Si un médico logra identificar y entender los problemas importantes de sus pacientes, éstos se mostrarán más satisfechos con la atención recibida. En el momento que el paciente percibe que está siendo entendido y acogido se consigue una mayor adherencia al tratamiento y una menor tasa de abandono del mismo. El profesional médico, como consecuencia, se sentirá reforzado en su actividad y el paciente percibirá que el médico también agradece el poder desarrollar su labor en un ambiente de confianza mutua.

La empatía o habilidad para darse cuenta de lo que están sintiendo las otras personas y ser capaces de ponerse en su lugar, es la piedra angular sobre la que se debe basar la relación médico-paciente.

La conciencia de uno mismo es la facultad sobre la que se apoya la empatía, puesto que cuanto más abiertos estemos a nuestras propias emociones, mayor será nuestra habilidad en el reconocimiento y comprensión de los sentimientos de los demás.

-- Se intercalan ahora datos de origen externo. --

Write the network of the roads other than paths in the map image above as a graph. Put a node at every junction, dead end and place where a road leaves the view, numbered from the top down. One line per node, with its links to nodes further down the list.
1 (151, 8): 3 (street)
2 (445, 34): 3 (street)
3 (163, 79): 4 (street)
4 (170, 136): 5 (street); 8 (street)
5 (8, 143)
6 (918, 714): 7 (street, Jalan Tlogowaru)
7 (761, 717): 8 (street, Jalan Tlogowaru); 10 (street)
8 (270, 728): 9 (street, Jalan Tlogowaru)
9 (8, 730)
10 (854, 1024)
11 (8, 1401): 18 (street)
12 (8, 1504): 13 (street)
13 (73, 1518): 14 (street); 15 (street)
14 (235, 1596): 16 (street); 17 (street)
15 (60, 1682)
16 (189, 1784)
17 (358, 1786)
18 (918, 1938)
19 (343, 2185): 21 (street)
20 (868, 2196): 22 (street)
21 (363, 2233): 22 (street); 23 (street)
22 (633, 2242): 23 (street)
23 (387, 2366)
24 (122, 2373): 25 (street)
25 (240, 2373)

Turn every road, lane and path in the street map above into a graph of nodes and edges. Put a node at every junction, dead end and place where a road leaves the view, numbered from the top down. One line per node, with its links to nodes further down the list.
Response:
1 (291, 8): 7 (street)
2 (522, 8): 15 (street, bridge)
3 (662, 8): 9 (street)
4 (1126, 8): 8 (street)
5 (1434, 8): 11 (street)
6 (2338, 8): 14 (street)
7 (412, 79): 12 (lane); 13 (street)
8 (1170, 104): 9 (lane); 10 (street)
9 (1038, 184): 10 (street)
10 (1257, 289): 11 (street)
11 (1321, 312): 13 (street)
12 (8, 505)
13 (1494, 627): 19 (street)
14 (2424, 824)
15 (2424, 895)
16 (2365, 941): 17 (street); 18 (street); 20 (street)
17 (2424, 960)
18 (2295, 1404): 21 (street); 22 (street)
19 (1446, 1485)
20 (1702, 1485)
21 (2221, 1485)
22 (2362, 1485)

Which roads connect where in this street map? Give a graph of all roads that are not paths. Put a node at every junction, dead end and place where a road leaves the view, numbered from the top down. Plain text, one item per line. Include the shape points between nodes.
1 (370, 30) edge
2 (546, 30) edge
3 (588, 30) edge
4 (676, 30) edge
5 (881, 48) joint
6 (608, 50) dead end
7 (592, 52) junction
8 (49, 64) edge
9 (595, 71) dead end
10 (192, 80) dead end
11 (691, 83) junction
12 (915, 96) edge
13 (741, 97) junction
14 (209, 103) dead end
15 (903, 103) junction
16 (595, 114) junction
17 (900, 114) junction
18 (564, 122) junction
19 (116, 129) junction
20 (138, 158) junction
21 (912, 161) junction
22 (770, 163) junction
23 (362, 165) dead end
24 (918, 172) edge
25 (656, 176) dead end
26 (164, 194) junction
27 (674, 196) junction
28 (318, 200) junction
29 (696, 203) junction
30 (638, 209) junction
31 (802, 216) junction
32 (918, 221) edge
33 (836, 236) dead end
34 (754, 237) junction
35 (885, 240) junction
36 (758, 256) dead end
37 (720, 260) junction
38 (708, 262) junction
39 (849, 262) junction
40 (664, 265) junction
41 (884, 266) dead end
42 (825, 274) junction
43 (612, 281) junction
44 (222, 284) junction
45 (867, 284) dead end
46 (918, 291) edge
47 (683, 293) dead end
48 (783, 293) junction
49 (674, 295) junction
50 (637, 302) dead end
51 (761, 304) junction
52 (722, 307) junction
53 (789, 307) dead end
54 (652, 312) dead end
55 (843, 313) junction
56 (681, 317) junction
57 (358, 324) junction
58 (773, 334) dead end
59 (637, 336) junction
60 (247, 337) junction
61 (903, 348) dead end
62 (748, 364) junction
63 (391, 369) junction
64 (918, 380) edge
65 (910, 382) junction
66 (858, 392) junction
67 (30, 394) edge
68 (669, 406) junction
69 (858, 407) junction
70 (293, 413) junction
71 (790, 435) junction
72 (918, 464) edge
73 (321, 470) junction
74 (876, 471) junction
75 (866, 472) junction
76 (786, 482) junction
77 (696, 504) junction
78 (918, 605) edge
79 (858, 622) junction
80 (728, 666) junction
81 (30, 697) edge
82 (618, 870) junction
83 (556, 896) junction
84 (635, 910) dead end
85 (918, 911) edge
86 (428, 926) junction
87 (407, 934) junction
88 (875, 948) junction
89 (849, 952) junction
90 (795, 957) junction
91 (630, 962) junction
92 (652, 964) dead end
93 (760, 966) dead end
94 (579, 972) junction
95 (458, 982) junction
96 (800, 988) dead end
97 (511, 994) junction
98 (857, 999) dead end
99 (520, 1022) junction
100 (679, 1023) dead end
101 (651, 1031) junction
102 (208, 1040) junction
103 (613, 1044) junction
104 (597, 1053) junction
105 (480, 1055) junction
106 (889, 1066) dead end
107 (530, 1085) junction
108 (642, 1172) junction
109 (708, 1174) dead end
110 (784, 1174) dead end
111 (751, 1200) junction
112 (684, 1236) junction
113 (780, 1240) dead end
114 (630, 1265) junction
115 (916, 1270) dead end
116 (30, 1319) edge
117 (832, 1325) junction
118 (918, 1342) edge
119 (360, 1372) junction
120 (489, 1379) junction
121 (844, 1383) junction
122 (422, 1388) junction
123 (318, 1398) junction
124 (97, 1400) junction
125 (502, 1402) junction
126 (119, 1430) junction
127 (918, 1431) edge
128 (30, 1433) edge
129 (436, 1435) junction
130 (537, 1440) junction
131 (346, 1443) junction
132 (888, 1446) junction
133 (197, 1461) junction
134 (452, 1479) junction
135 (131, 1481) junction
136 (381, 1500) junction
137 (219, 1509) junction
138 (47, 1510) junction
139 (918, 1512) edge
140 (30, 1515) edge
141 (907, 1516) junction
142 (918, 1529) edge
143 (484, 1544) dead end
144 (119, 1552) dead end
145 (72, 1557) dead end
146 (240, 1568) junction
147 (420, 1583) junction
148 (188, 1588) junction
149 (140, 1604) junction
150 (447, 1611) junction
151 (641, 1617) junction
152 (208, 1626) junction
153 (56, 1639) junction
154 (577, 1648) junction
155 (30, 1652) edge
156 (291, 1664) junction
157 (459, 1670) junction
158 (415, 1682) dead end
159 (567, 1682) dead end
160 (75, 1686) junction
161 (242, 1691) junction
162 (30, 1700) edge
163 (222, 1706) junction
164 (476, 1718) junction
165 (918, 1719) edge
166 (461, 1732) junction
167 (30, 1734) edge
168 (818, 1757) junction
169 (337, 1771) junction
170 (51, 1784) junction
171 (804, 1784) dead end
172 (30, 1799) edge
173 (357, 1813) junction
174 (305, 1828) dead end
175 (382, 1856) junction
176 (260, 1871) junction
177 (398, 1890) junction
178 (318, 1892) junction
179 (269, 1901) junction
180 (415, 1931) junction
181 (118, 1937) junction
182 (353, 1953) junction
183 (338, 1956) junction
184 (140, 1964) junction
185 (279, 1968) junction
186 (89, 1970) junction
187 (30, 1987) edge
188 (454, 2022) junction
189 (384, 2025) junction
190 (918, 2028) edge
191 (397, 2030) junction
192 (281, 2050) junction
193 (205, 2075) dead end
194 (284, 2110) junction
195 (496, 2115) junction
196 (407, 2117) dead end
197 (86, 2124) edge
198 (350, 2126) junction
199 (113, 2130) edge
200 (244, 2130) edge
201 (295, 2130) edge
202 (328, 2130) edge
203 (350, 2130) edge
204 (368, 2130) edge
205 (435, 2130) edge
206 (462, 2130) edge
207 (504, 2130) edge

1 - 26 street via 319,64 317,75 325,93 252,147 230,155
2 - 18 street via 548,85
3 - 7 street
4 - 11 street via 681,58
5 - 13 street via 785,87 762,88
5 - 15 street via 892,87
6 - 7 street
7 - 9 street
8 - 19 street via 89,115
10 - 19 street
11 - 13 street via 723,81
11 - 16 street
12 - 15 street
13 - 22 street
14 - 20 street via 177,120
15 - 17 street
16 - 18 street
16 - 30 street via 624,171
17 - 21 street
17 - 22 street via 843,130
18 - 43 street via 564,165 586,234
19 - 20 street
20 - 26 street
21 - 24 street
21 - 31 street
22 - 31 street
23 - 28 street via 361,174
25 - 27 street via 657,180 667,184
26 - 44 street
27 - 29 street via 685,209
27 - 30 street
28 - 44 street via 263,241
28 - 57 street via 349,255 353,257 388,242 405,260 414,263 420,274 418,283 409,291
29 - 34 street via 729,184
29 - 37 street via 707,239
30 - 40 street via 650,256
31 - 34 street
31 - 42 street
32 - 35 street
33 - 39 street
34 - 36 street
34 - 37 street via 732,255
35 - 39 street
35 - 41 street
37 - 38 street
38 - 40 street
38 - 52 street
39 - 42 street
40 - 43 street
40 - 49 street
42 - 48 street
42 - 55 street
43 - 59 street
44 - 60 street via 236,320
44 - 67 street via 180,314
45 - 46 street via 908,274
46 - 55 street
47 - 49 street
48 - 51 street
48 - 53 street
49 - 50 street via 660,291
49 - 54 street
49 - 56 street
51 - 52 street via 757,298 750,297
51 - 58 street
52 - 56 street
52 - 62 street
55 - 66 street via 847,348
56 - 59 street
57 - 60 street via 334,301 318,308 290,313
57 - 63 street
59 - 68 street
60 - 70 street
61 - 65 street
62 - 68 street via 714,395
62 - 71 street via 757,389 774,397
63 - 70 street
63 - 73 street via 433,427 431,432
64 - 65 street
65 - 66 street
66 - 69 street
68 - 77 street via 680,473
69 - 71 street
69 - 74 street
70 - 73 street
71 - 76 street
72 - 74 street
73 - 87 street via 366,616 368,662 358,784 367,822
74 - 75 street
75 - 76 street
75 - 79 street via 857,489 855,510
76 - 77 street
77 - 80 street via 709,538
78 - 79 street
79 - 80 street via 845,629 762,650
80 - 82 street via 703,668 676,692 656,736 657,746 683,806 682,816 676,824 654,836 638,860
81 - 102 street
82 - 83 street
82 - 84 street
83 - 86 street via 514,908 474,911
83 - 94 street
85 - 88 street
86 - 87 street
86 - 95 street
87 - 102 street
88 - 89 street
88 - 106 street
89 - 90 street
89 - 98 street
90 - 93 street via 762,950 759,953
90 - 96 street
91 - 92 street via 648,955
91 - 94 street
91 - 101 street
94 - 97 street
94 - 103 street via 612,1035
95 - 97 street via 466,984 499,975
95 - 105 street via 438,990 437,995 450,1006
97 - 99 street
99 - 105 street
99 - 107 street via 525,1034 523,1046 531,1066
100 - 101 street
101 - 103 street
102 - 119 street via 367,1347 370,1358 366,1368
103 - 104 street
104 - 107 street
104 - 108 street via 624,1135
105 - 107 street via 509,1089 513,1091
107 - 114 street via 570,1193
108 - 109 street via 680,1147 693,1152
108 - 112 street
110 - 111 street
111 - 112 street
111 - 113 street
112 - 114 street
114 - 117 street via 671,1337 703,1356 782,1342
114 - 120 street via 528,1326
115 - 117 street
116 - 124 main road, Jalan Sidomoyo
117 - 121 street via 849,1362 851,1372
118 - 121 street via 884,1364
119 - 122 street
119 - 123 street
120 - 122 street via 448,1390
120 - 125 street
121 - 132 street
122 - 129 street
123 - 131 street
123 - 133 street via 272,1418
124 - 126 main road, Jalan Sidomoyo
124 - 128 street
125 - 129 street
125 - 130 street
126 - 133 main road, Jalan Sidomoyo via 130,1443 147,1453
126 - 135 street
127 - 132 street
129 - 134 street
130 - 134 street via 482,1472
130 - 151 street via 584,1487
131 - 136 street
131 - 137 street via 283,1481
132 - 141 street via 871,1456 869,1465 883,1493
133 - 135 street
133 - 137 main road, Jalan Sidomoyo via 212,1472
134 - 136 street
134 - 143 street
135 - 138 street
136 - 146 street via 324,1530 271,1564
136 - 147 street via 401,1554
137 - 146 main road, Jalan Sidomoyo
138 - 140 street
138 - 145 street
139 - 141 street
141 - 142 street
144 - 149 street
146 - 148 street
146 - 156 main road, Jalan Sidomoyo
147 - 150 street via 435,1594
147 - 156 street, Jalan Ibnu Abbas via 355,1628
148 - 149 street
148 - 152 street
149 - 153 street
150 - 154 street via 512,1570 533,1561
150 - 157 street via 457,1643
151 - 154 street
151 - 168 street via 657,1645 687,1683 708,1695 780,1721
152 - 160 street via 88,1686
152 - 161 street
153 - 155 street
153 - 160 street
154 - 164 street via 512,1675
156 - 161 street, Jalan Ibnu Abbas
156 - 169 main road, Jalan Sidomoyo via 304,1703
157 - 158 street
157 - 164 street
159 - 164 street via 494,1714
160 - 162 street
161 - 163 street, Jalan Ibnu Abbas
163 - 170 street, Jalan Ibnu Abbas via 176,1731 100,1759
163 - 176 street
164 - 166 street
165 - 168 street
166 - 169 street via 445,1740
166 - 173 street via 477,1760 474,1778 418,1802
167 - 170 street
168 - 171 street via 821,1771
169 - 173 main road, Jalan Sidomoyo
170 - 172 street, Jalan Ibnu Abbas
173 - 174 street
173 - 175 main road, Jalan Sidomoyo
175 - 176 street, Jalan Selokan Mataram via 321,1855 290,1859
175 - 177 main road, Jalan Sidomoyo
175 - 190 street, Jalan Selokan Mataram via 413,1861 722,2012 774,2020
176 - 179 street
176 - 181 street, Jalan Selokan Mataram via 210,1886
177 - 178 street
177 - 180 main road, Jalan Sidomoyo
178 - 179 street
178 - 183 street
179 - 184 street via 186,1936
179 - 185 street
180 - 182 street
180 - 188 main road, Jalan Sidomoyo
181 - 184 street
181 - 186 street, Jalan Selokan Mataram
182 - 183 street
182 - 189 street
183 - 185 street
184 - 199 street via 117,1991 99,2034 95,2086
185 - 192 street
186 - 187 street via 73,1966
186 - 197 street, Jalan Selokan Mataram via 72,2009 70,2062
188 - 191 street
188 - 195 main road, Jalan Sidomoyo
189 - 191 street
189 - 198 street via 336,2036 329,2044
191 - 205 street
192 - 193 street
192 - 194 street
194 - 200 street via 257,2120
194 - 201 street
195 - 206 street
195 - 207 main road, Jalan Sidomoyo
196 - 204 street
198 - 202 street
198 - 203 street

La buena relación médico-paciente se sustenta sobre el trabajo de los profesionales de la salud en esta habilidad hasta ser capaces de ponerse en el lugar del otro.

Todos los que estamos en contacto con pacientes debemos ser capaces no sólo de escuchar, sino también de hacernos oír. Esto implica que trabajemos la atención al paciente, centrándonos en la relación y en el reconocimiento de que la relación médico-paciente es un factor significativo e importante para el buen curso de cualquier tratamiento o proceso.

Partimos de la idea de que la empatía es una habilidad básica de la comunicación entre las personas y que, mejorándola o potenciándola en los profesionales médicos, podríamos conseguir un mejor entendimiento y relación entre el médico y el paciente.

Para medir hasta qué punto es importante la empatía en la relación médico-paciente, en nuestra clínica diseñamos y desarrollamos recientemente un estudio, cuyo objetivo final era conocer qué efectos producía una formación en habilidades empáticas en médicos de reproducción asistida.

Nos centramos en 5 aspectos fundamentales en el desarrollo de una primera visita médica y que fueron valorados por los pacientes, respondiendo a un cuestionario, en función a la satisfacción percibida. Los aspectos sobre los que se preguntaba a los pacientes fueron la calidad de la información facilitada por el médico, la dinámica de la visita, el tiempo que se le había dedicado al paciente, la interacción entre el médico-paciente y, finalmente, la profesionalidad del clínico.

Tras un análisis estadístico comparativo entre la satisfacción percibida por los pacientes antes y después de la formación en habilidades empáticas a los médicos, los resultados demostraron que esta formación aumentaba significativamente la satisfacción de los pacientes de forma global y reducía el porcentaje de pacientes poco satisfechos. De esta manera, quedó demostrado que tras formar a los médicos en el uso de la empatía, los pacientes expresaban una percepción más satisfactoria en relación a los 5 ítems (información, dinámica, tiempo, interacción y profesionalidad) durante su primera visita médica, disminuyendo a su vez el número de pacientes con menor satisfacción.